Paul is talking about recent converts (or those interested in converting) from Paganism. Some are vegetarians, some regard every day as special, some believe physical pleasure is wrong, some … .

Paul's point is not about any of these details. But he is concerned that some of the Christians are more concerned about these details than about the central message of Christianity.

The new converts need to learn about Christianity first, and they will eventually be able to accept that eating meat is allowed, that physical pleasure can be freely enjoyed, that certain days are for certain purposes, etc.

But if they are forced to eat meat against their will before they have truly learned that it is acceptable to do so, they will feel uncomfortable, they will resist, and they will be distracted from learning the Gospel message. Forcing a vegetarian to eat meat, or ridiculing him for not doing so, is more likely to chase this person away than to teach him to be a Christian.

Paul is telling them to teach the essentials, and to allow time for the former Pagans to accept the things that they have spent their whole lives believing to be wrong. Insisting on immediate full acceptance of everything will only alienate them, and possibly lose them.

Teach the essentials of the Christian message, wait, and people will eventually be convinced by themselves to change their life-long views.

  • "they will eventually be able to accept ... that certain days are for certain purposes" This makes it sound like you think literal Sabbath keeping is a behavior of those who are mature in the faith. Commented Aug 29, 2022 at 12:05
  • @MikeBorden: "Sabbath keeping is a behavior of those who are mature in the faith". I see nothing in the Bible that indicates otherwise. ¶ Cardinal Gibbons (Faith of Our Fathers) says: "You may read the Bible from Genesis to Revelation, and you will not find a single line authorizing the sanctification of Sunday. The Scriptures enforce the religious observance of Saturday, a day which we never sanctify.". 5 February 1950's Our Sunday Visitor says: "Protestants do not realize that by observing Sunday, they accept the authority of the spokesperson of the Church, the Pope". Commented Aug 29, 2022 at 12:35
  • Do you also think that vegetarians will begin to eat meat as they mature in the faith? Commented Aug 29, 2022 at 23:51
  • @MikeBorden, yes. People raised as vegetarians all their life will certainly not want to suddenly start eating meat immediately after baptism. But as they learn what God's way is all about, gradually they will realize that regarding meat as a sin was part of their old Pagan life, not their new Christian life. This doesn't mean that everyone will, but even those few that don't will learn to accept other people's eating meat, and not think of it as wrong. (Just as someone that hates broccoli doesn't think you are sinning when you eat it.) Commented Aug 30, 2022 at 0:43

Jesus said that The Sabbath was made for man, not man for the Sabbath. This indicates that Jesus is in charge and that the law is a tool toward the ends of loving God and loving people.

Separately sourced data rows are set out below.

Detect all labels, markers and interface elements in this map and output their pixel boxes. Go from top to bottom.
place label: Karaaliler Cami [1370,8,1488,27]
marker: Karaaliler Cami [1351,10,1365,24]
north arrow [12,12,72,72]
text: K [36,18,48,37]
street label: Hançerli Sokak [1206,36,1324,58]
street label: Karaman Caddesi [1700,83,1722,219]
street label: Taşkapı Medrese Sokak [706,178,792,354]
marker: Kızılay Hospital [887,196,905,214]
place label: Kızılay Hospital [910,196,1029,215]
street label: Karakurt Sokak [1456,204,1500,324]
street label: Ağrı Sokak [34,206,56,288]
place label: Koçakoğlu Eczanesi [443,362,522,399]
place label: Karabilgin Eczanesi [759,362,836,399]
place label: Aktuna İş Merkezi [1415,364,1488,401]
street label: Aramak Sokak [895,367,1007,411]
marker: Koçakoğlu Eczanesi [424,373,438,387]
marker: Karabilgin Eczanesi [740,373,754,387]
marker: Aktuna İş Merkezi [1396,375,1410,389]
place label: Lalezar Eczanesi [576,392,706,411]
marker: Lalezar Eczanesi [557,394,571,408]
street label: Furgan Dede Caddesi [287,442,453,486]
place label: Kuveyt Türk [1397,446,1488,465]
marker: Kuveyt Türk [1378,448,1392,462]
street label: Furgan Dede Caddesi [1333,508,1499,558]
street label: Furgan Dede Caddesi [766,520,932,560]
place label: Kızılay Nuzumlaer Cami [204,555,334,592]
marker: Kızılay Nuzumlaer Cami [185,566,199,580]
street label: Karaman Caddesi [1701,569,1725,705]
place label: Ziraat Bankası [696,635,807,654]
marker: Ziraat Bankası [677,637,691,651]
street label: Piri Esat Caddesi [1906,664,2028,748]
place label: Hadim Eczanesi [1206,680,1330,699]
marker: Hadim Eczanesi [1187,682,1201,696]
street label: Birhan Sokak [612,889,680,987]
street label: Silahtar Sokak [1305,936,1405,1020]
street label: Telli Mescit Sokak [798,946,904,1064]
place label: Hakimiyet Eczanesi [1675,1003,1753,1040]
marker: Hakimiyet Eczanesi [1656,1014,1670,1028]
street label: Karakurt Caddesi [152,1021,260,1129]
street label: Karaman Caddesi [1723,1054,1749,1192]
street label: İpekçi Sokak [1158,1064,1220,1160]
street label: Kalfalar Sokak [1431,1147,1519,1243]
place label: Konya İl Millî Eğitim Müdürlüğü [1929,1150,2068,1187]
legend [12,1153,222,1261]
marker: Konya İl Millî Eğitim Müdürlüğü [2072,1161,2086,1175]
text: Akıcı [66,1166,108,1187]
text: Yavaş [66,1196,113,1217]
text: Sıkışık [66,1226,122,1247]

There is nothing special about whatever day people take a Sabbath on. The Sabbath serves a purpose. That purpose is God's purpose. That purpose is honoring humans as sacred by allowing them to rest, and thus communicating to them that they are not a means to an end of accomplishing tasks.

The purpose is what is sacred. The day itself is not. There are other ways we honor people, and don't force them to engage in 7 day a week labor. Taking a Sabbath doesn't inherently mean you are honoring workers either. But the Sabbath is a hard boundary as far as executing the purpose of honoring workers as sacred, and not just robots that do things.